Sustentabilidade é um dos princípios dos ecossistemas naturais, e revela-se como um caminho no qual andamos e aprendemos. Não há como pensar a educação do futuro sem incluir a percepção de como os ecossistemas naturais são naturalmente sustentáveis. Segundo Fritjof Capra (2003) "não há lixo no ambiente natural, o lixo de uma espécie é o alimento da outra" e portanto a energia flui através de ciclos que são fechados.
A sustentabilidade pode ser percebida em sua dimensão ecológica que mede a pegada de cada ser humano na Terra, o impacto de cada indivíduo junto às dádivas naturais, cálculo que é feito de diversas formas, nunca de forma muito precisa pela incapacidade que os cientistas têm em lidar com a complexidade das questões ecológicas. Por outro lado, a sustentabilidade também pode ser pensada no aspecto econômico: o que é uma economia sustentável? O trabalho realizado por Paul Singer é notável, buscando incansavelmente a sustentabilidade das relações econômicas, incluindo a solidariedade como valor econômico fundamental. Ele afirma que "para que tivéssemos uma sociedade em que predominasse a igualdade entre todos os seus membros, seria preciso que a economia fosse solidária em vez de competitiva" (Singer, 2002) A economia torna-se sustentável na medida em que se ecologiza, quando avançam os trabalhos de cooperativas e bancos populares, bem como as feiras de troca e grupos de consumo solidários e éticos.
A sustentabilidade pode ser apreendida em múltiplos ângulos. Olhar para a sustentabilidade social é perceber como é a distribuição de renda, bem-estar, afeto, relacionamentos, oportunidades. Pensar a sustentabilidade política é perceber a divisão e participação de toda a sociedade no poder. Sustentabilidade cultural se relaciona com o direito à diversidade cultural, o diálogo que se abre entre as manifestações culturais.

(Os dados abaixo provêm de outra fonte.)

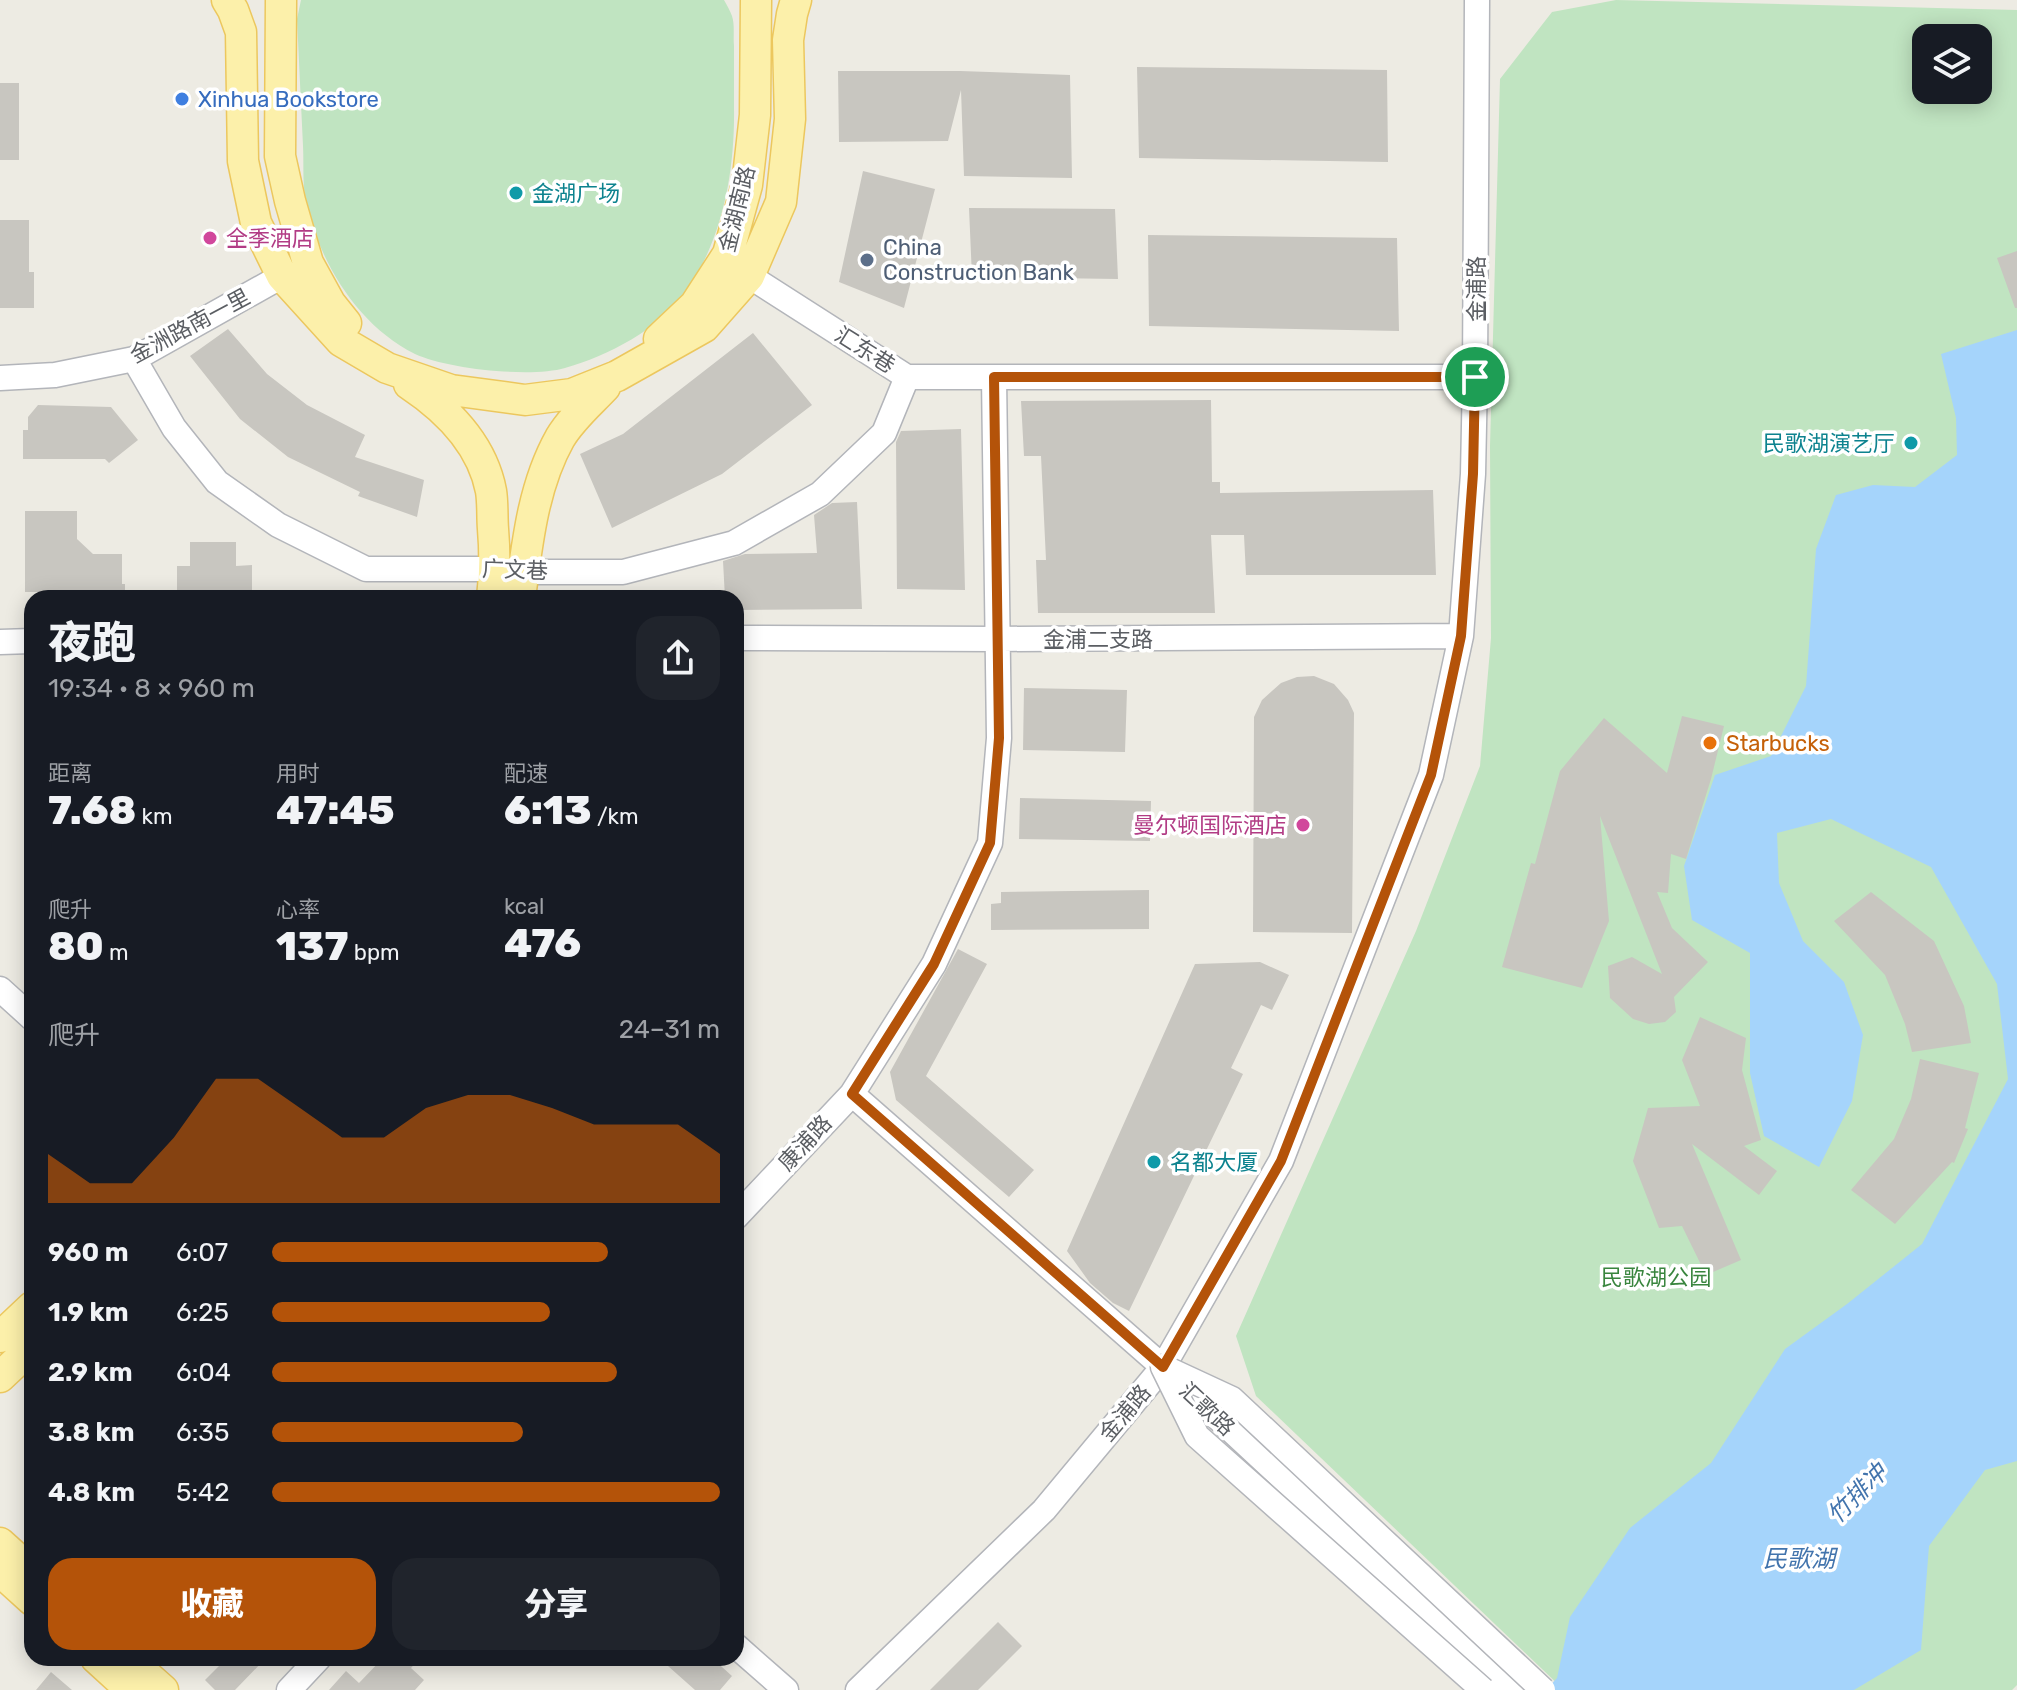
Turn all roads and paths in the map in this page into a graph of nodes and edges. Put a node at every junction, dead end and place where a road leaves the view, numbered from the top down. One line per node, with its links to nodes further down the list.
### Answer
1 (227, 0): 6 (main road)
2 (281, 0): 9 (main road)
3 (756, 0): 10 (main road, 金湖南路)
4 (796, 0): 7 (main road)
5 (1477, 0): 13 (street, 金浦路)
6 (282, 276): 8 (street, 金洲路南一里); 9 (main road)
7 (749, 276): 10 (main road); 11 (street, 汇东巷)
8 (134, 359): 14 (street, 金洲路南一里); 15 (street, 广文巷)
9 (387, 368): 10 (main road); 15 (main road)
10 (617, 376): 15 (main road)
11 (907, 377): 12 (street, 汇东巷); 15 (street, 广文巷)
12 (994, 377): 13 (street, 汇东巷); 18 (street, 康浦路)
13 (1475, 377): 16 (street, 金浦路)
14 (0, 378)
15 (508, 584)
16 (1461, 636): 18 (street, 金浦二支路); 28 (street, 金浦路)
17 (744, 638): 18 (street, 金浦二支路)
18 (997, 639): 23 (street, 康浦路)
19 (24, 641): 20 (street)
20 (0, 642)
21 (0, 989): 22 (street)
22 (24, 1011)
23 (852, 1094): 24 (street, 康浦路); 28 (street, 汇歌路)
24 (744, 1209)
25 (24, 1314): 26 (main road)
26 (0, 1337)
27 (24, 1354): 29 (main road)
28 (1163, 1367): 41 (street, 金浦路); 42 (street, bridge); 43 (street, 汇歌路); 44 (street, bridge)
29 (0, 1377)
30 (0, 1543): 31 (main road)
31 (24, 1565)
32 (0, 1571): 33 (main road)
33 (24, 1593)
34 (744, 1653): 40 (street)
35 (106, 1666): 37 (main road)
36 (312, 1666): 39 (street)
37 (122, 1679): 38 (main road)
38 (163, 1690)
39 (289, 1690)
40 (786, 1690)
41 (858, 1690)
42 (1483, 1690)
43 (1511, 1690)
44 (1543, 1690)

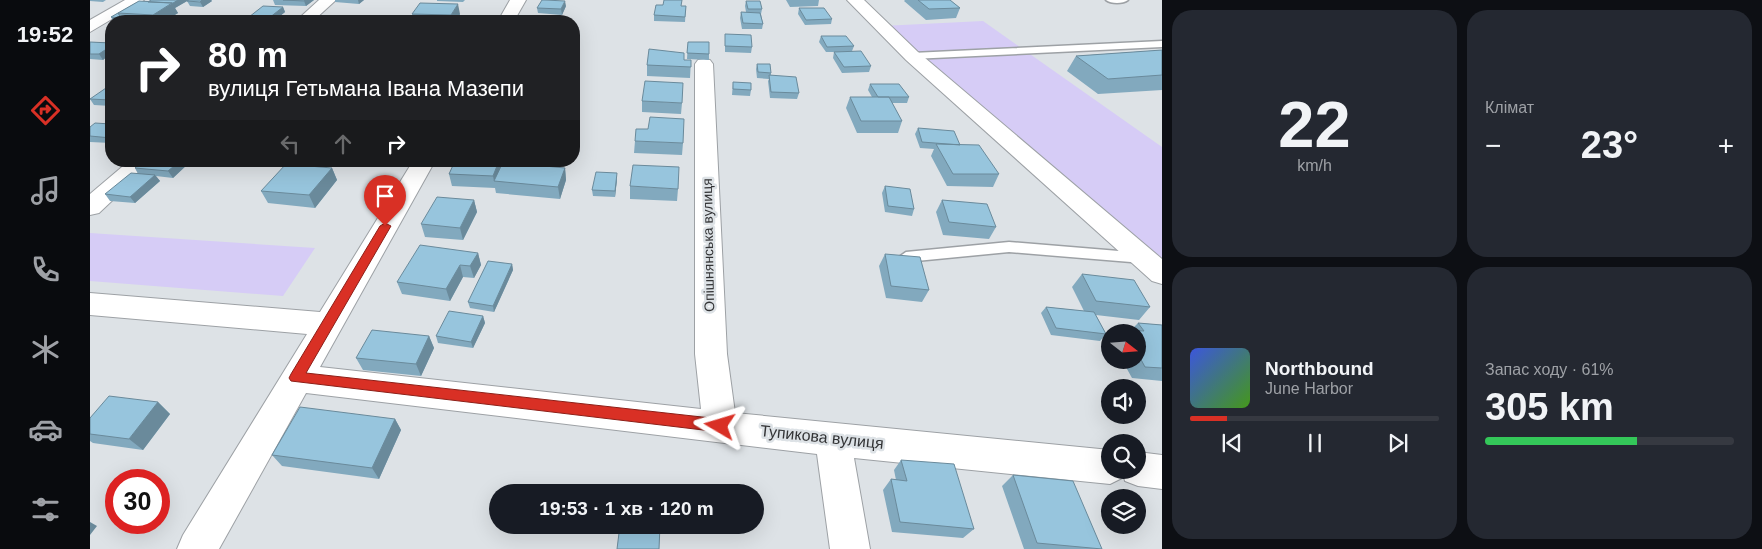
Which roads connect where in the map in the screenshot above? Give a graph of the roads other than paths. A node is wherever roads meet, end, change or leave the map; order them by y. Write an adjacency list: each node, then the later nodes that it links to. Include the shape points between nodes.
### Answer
1 (136, 0): 7 (street)
2 (328, 0): 8 (street)
3 (518, 0): 9 (street)
4 (855, 0): 13 (street)
5 (1110, 0): 6 (lane)
6 (1124, 0)
7 (110, 15)
8 (311, 15)
9 (509, 15)
10 (105, 18): 11 (street)
11 (90, 27)
12 (1162, 44): 13 (lane)
13 (912, 56): 19 (street)
14 (704, 64): 24 (street, Опішнянська вулиця, via 711,354)
15 (136, 167): 17 (street)
16 (420, 167): 22 (street)
17 (90, 207)
18 (906, 257): 19 (lane, via 1009,247)
19 (1143, 258): 20 (street)
20 (1162, 274)
21 (90, 304): 22 (street)
22 (328, 324): 23 (street)
23 (296, 378): 24 (street, Тупикова вулиця); 29 (street)
24 (720, 426): 25 (street, Тупикова вулиця)
25 (833, 440): 26 (street, Тупикова вулиця); 30 (street)
26 (1101, 465)
27 (1146, 470): 28 (street)
28 (1162, 472)
29 (197, 549)
30 (850, 549)

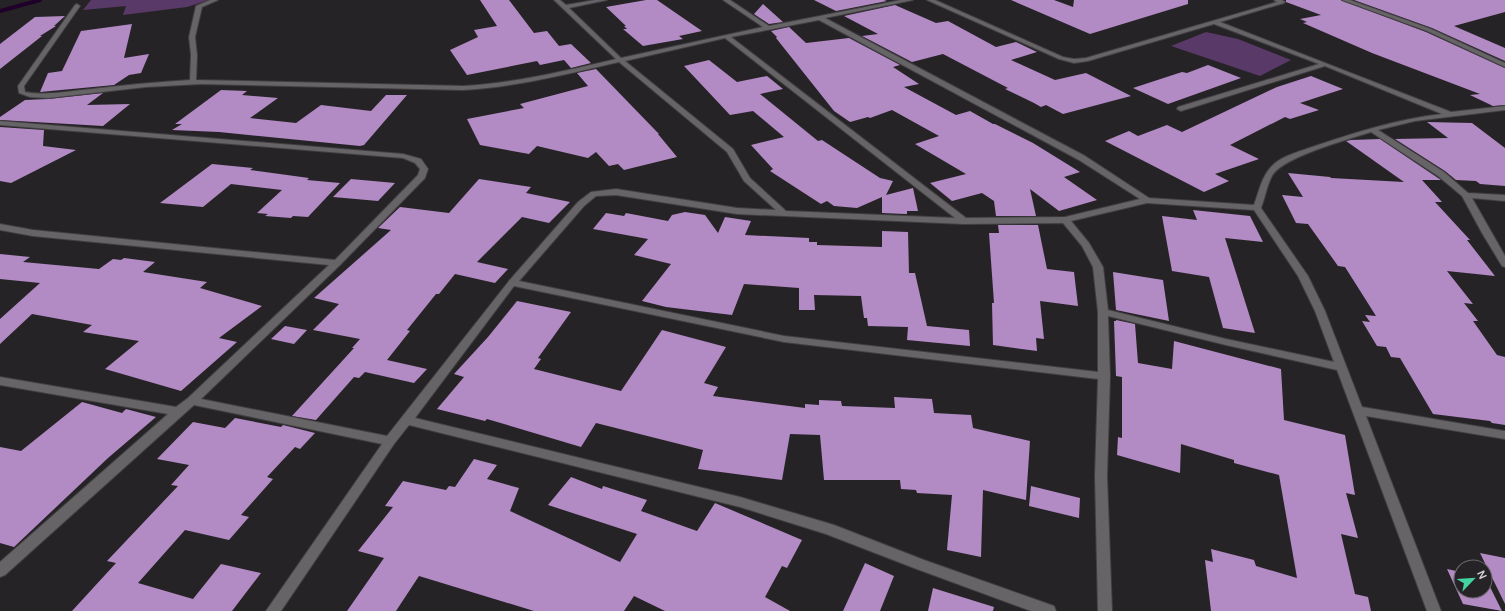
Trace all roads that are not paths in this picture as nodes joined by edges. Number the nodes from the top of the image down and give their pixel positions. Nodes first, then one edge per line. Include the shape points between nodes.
1 (215, 0) edge
2 (557, 0) edge
3 (604, 0) edge
4 (726, 0) edge
5 (910, 0) edge
6 (930, 0) edge
7 (1289, 0) edge
8 (1346, 0) edge
9 (1279, 1) edge
10 (77, 6) dead end
11 (565, 7) junction
12 (820, 18) junction
13 (1214, 22) junction
14 (767, 27) junction
15 (726, 36) junction
16 (620, 60) junction
17 (1325, 64) junction
18 (1505, 65) edge
19 (193, 82) junction
20 (1505, 108) edge
21 (1181, 109) dead end
22 (1450, 114) junction
23 (0, 122) edge
24 (1372, 129) junction
25 (1466, 195) junction
26 (1505, 198) edge
27 (1147, 200) junction
28 (1257, 208) junction
29 (784, 213) junction
30 (1065, 220) junction
31 (964, 221) junction
32 (0, 227) edge
33 (337, 263) junction
34 (1505, 264) edge
35 (512, 283) junction
36 (1103, 312) junction
37 (1342, 367) junction
38 (1104, 376) junction
39 (0, 381) edge
40 (192, 401) junction
41 (1359, 411) junction
42 (178, 412) junction
43 (407, 420) junction
44 (1505, 435) edge
45 (390, 441) junction
46 (0, 571) edge
47 (273, 611) edge
48 (1049, 611) edge
49 (1105, 611) edge
50 (1434, 611) edge

1 - 19 street via 199,6 192,37
2 - 11 street
3 - 11 street
4 - 14 street
5 - 12 street
6 - 13 street via 1061,58 1074,61 1086,60
7 - 9 street
8 - 18 street via 1429,30
9 - 13 street
10 - 19 street via 21,86 22,94 57,95
11 - 16 street
12 - 14 street
12 - 27 street via 1082,158
13 - 17 street
14 - 15 street
15 - 16 street
15 - 31 street
16 - 19 street via 533,80 483,87
16 - 29 street via 730,151 747,179
17 - 21 street
17 - 22 street
20 - 22 street
22 - 24 street
23 - 33 street via 403,156 422,163 422,176
24 - 25 street via 1416,156
24 - 28 street via 1297,155 1277,165 1268,174
25 - 26 street
25 - 34 street
27 - 28 street
27 - 30 street
28 - 37 street via 1303,276
29 - 31 street
29 - 35 street via 737,211 616,192 594,194 581,204
30 - 31 street
30 - 36 street via 1086,245 1098,267
32 - 33 street via 33,233
33 - 40 street
35 - 38 street via 784,339
35 - 43 street
36 - 37 street
36 - 38 street
37 - 41 street
38 - 49 street via 1101,476
39 - 42 street
40 - 42 street
40 - 45 street
41 - 44 street
41 - 50 street
42 - 46 street
43 - 45 street
43 - 48 street via 748,504 830,528 919,564
45 - 47 street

O que une todas as visões de sustentabilidade são os valores humanos fundamentais de uma nova percepção ética, a cooperação, a solidariedade, o cuidado, o respeito, a integridade.
Como sustentabilidade é um processo utópico nunca acaba o caminho. E esse caminhar pressupõe muitos aprendizados na vida cotidiana, que possam repensar hábitos poluidores ou comportamentos irresponsáveis e agressivos. A transformação que Gaia implora para a humanidade é de visão de mundo e de ações no planeta. Transformar é viver processos ecopedagógicos.
A vida é uma grande escola e para colocar a educação dentro de um contexto ecológico nasceu a ecopedagogia no fim dos anos 90. Segundo Francisco Gutiérrez (1999):
Somos essencialmente nossa vida cotidiana... e a vida cotidiana é o lugar do sentido e das práticas de aprendizagem produtiva. A ampliação da consciência ambiental - capaz de contribuir para mudar valores e atitudes, acarretando alterações no modelo de desenvolvimento econômico predatório e nas políticas públicas do Brasil - só pode ser gerada como fruto de um amplo processo de transformação sociocultural. No plano nacional, é preciso manter e aprofundar a política nacional de educação ambiental, buscando contribuir para a necessária inflexão sociocultural, que enseje um conjunto de mudanças capazes de levar a um novo paradigma de desenvolvimento. São esses desafios que se impõem ao nosso tempo como compromissos inadiáveis.
Enquanto desenvolvimento sustentável for simplesmente discurso eleitoral ou restrito as camadas mais instruídas, seu conceito não será pleno. Crescer sim, porém sem destruir. E tenho dito.
A propósito, voto Marina Silva, grande defensora legítima da causa, entre outras.